Former President Donald Trump is a famously difficult client. He regularly pushes his lawyers to take extreme positions, refuses to comply with court orders, insults judges (before whom the attorneys may have appeared in other cases) and all too often inveigles counsel into illegal schemes.
Trump’s most favored litigation tactic is delay, demanding that his lawyers attempt virtually anything to stave off a potential reckoning, no matter how strained or implausible the motion might be.
The latest episode in creative obstruction is a meritless last-minute motion to recuse Judge Juan Merchan, who presiding over Trump’s “hush money” case in Manhattan. The prosecution is based on Trump’s alleged falsification of business records to conceal a $130,000 payoff to porn star Stormy Daniels, right before the 2016 election.
The disqualification motion, filed only two weeks before the scheduled beginning of the trial, is based on the political activity of the judge’s adult daughter, Lauren Merchan — the owner of a consulting firm that exclusively serves numerous Democratic Party clients, including “Kamala Harris, Adam Schiff and others.”
According to the motion, Ms. Merchan has a “direct financial interest” in the outcome of the hush money case because she represents many “politicians and entities who are actively campaigning and advocating against President Trump,” some of whom “used fundraising solicitations that referenced this case” at various times over the past year. Under New York law, however, adult children’s financial and other interests are not imputed to their judge-parents.
Sometimes, the validity of a motion can be best determined by its omissions and elisions. In this case, Trump’s lawyers devote nearly all of their 35-page motion to the fine details of Ms. Merchan’s extensive consulting practice, none of which seem to be in dispute. Tellingly, they make almost no mention of the actual New York law of recusal. When they finally get around to the specific legal provisions — totaling only about five pages of discussion — they quote them quite misleadingly.
For example, the motion claims that disqualification is required by a court rule when “the judge knows that a close relative ‘has an interest that could be substantially affected by the proceeding.’” This is a disingenuous misstatement of the rule itself, which limits the relationships mandating recusal to “the judge’s spouse or minor child residing in the judge’s household.”
While an adult daughter is obviously a close relative, it is nonetheless a relationship specifically excluded from the rule on financial interests, which Trump’s motion does not even purport to address.
The recusal motion also charges that Judge Merchan recently gave a media interview violating another court rule. Judge Merchan began the interview by saying “he wouldn’t talk about the case.” He did, however, note that his preparations were “intense,” and that he was striving “to make sure that I’ve done everything I could to be prepared and to make sure that we dispense justice.”

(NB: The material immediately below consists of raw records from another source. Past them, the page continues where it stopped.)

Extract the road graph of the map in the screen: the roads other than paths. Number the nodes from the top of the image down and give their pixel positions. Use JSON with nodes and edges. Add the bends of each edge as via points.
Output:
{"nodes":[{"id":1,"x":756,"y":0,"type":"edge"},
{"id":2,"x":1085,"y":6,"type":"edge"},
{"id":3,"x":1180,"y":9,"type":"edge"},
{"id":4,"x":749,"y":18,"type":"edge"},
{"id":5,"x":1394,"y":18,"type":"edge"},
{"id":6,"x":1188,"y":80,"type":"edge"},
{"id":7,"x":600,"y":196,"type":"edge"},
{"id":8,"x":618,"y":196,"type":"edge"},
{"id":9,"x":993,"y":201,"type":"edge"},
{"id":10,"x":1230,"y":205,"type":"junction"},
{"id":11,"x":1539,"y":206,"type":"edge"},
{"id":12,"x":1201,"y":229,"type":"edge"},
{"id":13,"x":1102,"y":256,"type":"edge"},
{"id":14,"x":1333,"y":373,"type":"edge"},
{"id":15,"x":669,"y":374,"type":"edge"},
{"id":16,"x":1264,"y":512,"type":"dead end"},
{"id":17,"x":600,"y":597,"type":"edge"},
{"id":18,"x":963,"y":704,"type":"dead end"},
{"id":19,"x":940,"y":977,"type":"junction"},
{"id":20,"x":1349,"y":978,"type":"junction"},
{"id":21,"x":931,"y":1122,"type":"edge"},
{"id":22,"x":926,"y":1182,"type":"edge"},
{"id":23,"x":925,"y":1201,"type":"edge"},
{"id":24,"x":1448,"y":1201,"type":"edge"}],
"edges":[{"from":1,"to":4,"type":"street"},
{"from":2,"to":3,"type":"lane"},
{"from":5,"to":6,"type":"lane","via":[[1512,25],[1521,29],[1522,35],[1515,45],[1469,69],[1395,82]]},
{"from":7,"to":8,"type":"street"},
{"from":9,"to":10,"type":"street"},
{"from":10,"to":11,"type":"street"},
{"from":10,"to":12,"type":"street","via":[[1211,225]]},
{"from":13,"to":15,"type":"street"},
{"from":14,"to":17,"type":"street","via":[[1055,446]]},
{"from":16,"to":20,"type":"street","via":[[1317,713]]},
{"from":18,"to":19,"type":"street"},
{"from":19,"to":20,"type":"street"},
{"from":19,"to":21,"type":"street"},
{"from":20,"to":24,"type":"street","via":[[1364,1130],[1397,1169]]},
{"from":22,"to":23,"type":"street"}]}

“There’s no agenda here,” he added. “We want to follow the law. We want justice to be done. That’s all we want.”
Although Merchan’s anodyne statements were not remotely prejudicial to Trump or biased against him, the recusal motion charges that he violated the court rule prohibiting “any public comment about a pending or impending proceeding.” Once again, the motion simply ignored essential language: “This paragraph does not prohibit judges . . . from explaining for public information the procedures of the court.”
In other words, Merchan’s interview stayed well within the rule, providing public information about the nature of his preparation without commenting on the merits or details of the case.
Finally, the timing of the motion is suspect at best. Trump brought a similar motion last August also based on Ms. Merchan’s political consulting practice, which the court denied in a six-page opinion. Although the new motion is more extensive, it includes no facts that could not have been discovered and raised much earlier and no explanation for filing almost on the eve of trial.
Having taught legal ethics for 40 years, and as the author of numerous books and articles specifically on judicial ethics, I have been consulted on possible recusal issues by scores of lawyers and judges. I have seldom seen a case weaker than this one, and I have discouraged lawyers from filing recusal motions in more compelling circumstances.
If attorneys have one obligation when seeking to disqualify a judge, it is to be straightforward about the applicable law. In this case, the omissions in the motion speak volumes about the soundness of the recusal demand. Perhaps they also tell a story about how far some lawyers will go to appease a bullying client.
Steven Lubet is the Williams Memorial Professor Emeritus at the Northwestern University Pritzker School of Law. He is coauthor of “Judicial Conduct and Ethics” (5th edition) and other books and articles on legal and judicial ethics.